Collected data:
================================
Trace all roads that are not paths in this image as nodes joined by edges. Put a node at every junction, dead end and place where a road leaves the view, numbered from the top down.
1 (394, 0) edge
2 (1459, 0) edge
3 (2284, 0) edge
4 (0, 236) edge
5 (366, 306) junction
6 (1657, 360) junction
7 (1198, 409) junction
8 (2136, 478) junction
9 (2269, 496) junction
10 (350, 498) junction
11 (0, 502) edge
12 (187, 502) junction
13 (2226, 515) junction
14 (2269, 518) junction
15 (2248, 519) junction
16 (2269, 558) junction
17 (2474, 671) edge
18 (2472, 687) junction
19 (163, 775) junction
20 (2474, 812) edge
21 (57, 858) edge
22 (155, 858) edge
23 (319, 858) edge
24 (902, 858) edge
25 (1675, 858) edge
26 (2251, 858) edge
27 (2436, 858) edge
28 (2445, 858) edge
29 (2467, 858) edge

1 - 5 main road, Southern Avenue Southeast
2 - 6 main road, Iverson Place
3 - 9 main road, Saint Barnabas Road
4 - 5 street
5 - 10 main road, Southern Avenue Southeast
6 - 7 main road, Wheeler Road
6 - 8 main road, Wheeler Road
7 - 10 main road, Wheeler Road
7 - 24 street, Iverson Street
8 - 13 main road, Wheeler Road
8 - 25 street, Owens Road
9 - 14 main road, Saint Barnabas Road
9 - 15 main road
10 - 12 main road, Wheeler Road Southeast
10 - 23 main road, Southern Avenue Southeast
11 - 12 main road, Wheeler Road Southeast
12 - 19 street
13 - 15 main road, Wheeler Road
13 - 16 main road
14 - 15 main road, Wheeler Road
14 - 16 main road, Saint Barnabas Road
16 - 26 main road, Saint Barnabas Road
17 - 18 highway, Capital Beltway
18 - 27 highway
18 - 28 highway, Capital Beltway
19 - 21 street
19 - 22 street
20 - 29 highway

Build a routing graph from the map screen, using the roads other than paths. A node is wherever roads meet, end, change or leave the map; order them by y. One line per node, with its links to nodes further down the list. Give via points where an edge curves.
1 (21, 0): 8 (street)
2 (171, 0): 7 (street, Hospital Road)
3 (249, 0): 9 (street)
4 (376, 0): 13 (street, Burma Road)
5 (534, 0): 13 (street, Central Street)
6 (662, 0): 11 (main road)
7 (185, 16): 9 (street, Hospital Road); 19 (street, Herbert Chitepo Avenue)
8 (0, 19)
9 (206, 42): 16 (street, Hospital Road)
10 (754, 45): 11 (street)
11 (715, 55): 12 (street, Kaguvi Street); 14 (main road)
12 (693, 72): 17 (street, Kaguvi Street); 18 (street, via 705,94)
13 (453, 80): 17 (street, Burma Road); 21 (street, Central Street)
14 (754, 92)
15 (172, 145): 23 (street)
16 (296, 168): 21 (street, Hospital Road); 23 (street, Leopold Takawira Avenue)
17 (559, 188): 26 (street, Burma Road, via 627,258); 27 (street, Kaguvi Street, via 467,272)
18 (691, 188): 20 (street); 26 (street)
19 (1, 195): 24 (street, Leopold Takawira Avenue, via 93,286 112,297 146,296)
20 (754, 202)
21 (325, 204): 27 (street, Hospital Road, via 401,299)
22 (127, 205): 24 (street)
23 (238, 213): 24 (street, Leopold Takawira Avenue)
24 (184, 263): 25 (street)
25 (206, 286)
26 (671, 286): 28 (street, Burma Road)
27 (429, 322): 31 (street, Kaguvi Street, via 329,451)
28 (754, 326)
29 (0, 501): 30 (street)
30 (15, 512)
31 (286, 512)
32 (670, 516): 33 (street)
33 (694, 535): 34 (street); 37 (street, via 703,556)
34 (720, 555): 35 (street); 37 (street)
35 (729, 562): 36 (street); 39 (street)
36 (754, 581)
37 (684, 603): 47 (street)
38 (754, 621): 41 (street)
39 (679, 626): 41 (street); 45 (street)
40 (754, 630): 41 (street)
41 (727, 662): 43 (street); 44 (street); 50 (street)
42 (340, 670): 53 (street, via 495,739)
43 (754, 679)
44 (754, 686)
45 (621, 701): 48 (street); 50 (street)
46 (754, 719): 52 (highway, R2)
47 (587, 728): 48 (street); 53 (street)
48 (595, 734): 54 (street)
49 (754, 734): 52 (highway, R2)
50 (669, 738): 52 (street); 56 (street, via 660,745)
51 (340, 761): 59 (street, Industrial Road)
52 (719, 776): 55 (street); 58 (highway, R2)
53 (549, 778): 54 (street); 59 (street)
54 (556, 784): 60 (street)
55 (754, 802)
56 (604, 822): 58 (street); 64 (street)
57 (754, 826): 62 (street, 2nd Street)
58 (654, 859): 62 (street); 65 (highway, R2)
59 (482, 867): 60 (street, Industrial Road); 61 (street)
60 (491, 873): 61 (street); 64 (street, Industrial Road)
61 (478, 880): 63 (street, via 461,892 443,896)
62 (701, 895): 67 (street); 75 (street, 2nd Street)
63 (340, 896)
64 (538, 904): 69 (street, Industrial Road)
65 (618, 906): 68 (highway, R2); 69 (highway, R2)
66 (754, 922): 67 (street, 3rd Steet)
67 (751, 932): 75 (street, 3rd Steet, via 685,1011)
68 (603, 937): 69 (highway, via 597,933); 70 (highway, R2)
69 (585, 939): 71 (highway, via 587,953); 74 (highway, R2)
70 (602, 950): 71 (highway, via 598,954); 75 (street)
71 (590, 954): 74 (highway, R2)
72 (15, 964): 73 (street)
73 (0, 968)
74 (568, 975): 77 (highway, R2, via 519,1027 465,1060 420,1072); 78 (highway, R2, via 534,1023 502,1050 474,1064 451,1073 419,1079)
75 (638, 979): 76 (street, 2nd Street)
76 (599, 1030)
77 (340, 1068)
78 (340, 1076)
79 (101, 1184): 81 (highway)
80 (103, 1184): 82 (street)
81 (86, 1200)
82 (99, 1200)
================================
About this exercise: Answer with a single number, the count of lines in the data that contain "from".

Exercise result: 2